Relato de la Batalla naval de Mbororé

El capitán, cacique Ignacio Abiarú, se mantenía en la avanzada, en proximidades del arroyo Acaraguá, los espías le comunicaron que se avistó a la vanguardia de la bandeira o expedición esclavista que navegaba completa, eran doscientas balsas y seiscientas canoas. Otra parte iba por tierra intentando cazar a los indios de tribus que no vivían en Reducciones. La bandeira a cargo de Jerónimo Pedroso de Barros y de Manoel Peres, atracó en inmediaciones del sitio de la Reducción del Acaraguá, que había sido acondicionada por una partida anterior por los Bandeirantes, para que sirviera de campamento.

El día siguiente, el 7 de marzo de 1641 muy temprano, se desató un violento temporal de lluvia y viento en toda la región, causó daños en el nuevo campamento paulista en el Acaraguá, desprendió algunas canoas y balsas de los amarraderos, algunas llegaron llevadas por la corriente del agua, o por indios espías, hasta las inmediaciones del arroyo Mbororé y fueron aprovechadas por los jesuitas. Los cuatro días que demoraron los Bandeirantes en reorganizarse, permitió a los jesuitas ultimar los preparativos para la defensa.
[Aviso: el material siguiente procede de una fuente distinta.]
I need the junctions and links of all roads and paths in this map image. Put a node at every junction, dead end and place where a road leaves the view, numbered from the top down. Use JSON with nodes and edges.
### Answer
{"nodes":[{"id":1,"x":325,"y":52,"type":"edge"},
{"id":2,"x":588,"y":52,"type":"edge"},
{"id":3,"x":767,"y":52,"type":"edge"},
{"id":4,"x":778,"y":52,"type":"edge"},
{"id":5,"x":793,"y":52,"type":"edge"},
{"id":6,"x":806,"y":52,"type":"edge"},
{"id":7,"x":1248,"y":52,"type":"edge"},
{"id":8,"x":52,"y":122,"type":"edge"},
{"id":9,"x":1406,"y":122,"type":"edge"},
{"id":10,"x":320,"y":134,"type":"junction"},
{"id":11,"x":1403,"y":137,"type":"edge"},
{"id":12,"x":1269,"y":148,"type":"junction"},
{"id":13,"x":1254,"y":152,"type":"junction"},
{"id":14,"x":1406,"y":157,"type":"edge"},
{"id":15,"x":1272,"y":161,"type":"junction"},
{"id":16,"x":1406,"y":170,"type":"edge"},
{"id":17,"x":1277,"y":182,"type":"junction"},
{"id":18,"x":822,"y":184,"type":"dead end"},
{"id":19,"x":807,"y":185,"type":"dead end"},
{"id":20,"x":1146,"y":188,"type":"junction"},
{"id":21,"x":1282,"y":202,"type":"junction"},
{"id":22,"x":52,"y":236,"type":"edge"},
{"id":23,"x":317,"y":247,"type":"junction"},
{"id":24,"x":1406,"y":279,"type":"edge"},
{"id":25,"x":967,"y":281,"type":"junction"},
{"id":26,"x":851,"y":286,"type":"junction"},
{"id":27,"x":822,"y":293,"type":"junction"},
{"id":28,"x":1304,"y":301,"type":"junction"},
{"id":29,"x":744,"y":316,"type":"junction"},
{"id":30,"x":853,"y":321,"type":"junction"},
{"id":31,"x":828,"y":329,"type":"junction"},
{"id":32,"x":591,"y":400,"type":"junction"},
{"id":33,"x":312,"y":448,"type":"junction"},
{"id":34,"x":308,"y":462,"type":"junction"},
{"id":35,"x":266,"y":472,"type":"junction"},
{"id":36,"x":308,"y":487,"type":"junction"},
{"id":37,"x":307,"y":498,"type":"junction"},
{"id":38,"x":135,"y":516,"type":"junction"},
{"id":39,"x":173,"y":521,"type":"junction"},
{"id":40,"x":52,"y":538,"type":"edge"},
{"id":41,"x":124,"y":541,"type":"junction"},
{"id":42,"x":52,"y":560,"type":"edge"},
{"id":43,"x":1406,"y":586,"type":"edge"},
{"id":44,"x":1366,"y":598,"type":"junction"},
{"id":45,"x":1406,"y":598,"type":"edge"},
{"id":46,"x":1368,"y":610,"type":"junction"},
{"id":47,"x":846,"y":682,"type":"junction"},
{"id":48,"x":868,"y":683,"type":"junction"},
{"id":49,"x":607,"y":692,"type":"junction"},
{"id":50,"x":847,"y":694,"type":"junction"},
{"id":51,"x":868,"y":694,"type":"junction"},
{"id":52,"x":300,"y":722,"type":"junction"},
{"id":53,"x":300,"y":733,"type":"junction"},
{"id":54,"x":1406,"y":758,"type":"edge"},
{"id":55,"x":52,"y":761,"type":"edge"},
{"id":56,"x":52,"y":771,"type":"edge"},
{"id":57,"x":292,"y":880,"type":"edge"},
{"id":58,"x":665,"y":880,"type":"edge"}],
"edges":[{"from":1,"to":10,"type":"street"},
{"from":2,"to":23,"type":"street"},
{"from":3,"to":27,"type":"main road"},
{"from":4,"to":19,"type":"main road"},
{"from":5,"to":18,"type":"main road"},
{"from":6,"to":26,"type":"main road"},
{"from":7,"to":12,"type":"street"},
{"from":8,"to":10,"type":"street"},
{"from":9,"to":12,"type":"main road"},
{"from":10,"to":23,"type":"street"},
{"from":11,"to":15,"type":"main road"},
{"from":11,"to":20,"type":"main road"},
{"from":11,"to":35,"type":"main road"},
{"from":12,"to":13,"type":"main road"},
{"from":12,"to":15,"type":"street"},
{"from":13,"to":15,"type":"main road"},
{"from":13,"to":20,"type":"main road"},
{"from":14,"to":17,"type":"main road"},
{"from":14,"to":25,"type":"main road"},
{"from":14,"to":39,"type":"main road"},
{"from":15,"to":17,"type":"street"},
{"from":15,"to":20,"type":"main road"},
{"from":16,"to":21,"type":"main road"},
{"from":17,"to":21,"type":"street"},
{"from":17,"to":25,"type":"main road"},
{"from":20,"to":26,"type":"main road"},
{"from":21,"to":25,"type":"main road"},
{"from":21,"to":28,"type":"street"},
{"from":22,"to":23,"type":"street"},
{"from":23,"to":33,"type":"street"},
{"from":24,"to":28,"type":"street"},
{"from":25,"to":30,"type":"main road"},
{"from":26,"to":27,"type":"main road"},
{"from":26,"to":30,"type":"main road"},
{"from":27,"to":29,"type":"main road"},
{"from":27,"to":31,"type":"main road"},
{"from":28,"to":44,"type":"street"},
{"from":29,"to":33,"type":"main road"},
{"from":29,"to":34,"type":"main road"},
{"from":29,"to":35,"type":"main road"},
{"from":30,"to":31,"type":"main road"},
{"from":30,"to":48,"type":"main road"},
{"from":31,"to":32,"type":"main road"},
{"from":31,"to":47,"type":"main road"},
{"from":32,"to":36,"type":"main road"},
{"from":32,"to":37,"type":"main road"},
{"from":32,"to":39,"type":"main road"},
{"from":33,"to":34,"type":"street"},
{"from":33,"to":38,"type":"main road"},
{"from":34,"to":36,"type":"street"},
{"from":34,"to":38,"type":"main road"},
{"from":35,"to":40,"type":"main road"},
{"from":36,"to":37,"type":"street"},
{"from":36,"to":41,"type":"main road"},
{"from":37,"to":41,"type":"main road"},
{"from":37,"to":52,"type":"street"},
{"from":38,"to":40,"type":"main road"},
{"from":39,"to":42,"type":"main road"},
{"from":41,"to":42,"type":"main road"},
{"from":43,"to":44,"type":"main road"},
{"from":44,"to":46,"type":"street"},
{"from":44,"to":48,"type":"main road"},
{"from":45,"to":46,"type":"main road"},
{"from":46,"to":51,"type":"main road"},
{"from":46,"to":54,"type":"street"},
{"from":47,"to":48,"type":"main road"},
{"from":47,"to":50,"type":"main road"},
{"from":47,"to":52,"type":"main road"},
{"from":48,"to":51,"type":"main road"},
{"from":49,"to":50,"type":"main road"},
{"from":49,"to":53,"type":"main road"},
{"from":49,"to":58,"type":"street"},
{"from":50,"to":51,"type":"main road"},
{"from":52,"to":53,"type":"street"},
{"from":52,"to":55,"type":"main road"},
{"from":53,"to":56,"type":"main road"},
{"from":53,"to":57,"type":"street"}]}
Los hermanos jesuitas Antonio Bernal y Juan Cárdenas, habían artillado media docena de balsas con catapultas y cañones de tacuaruzú. El cacique de San Javier, Arazay, con habilidad para manejarse en el agua, estaba a cargo de canoas armadas con flechas y lanzas para el encuentro fluvial sobre la orilla izquierda del río. El cacique de San Nicolás, Mbayroba, cruzó a la orilla izquierda del río desde donde patrulló por agua y tierra con doscientos flecheros para atacar desde la costa y evitar el posible escape de los Bandeirantes hacía esa orilla. El cacique Abiarú y el padre Altamirano se instalaron en los puestos de avanzada, eran la vanguardia, por agua y selva. El cacique Ñeenguirú, a cargo de la tropa terrestre estaba distribuido para dar batalla en la selva, en la orilla derecha del río, en una franja costera que no pasaba los dos o tres kilómetros de ancho. Sus hombres esperaban apostados, camuflados en la selva costera con flechas y arcabuces, en inmediaciones de la desembocadura del Mbororé.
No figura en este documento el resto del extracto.